**TASK TO COMPLETE:** Where the string "edges" occurs in a line of the entries below, copy that line.

Records excerpted from a collection:
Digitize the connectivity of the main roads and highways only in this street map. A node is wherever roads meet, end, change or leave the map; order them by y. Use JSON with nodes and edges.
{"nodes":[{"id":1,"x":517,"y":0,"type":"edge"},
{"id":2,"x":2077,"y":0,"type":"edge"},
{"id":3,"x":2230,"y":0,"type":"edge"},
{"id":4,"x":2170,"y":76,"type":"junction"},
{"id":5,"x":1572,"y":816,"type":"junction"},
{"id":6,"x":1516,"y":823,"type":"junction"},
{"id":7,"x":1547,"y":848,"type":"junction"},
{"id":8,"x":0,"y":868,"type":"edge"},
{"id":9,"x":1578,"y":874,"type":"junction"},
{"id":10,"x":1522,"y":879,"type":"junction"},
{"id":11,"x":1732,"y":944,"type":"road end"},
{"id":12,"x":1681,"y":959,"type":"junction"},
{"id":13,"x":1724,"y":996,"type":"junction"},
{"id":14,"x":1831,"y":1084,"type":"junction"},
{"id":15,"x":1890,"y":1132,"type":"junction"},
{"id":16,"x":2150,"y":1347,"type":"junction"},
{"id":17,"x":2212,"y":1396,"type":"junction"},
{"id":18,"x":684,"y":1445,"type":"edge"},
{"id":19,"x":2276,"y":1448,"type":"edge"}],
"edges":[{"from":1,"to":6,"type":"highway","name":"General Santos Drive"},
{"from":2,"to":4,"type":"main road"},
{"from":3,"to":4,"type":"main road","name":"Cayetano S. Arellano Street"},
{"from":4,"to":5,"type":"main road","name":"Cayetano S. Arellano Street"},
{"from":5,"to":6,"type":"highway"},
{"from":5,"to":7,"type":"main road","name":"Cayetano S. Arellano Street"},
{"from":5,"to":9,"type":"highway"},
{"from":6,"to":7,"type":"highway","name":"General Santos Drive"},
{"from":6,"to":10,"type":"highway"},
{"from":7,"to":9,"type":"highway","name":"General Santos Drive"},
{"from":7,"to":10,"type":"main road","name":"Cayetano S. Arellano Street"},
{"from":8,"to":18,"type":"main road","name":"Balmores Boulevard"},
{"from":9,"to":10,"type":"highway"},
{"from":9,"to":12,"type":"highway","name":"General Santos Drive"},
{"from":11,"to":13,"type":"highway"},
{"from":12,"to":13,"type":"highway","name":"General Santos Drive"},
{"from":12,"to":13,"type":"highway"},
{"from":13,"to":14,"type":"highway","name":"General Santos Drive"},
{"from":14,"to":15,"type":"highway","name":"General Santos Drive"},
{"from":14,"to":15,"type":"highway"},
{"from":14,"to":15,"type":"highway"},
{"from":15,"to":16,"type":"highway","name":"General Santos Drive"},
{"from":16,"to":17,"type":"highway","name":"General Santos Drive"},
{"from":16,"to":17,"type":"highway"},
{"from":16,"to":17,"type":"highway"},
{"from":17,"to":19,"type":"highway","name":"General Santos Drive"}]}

**OUTPUT OF THE EXERCISE:**
Digitize the connectivity of the main roads and highways only in this street map. A node is wherever roads meet, end, change or leave the map; order them by y. Use JSON with nodes and edges.
"edges":[{"from":1,"to":6,"type":"highway","name":"General Santos Drive"},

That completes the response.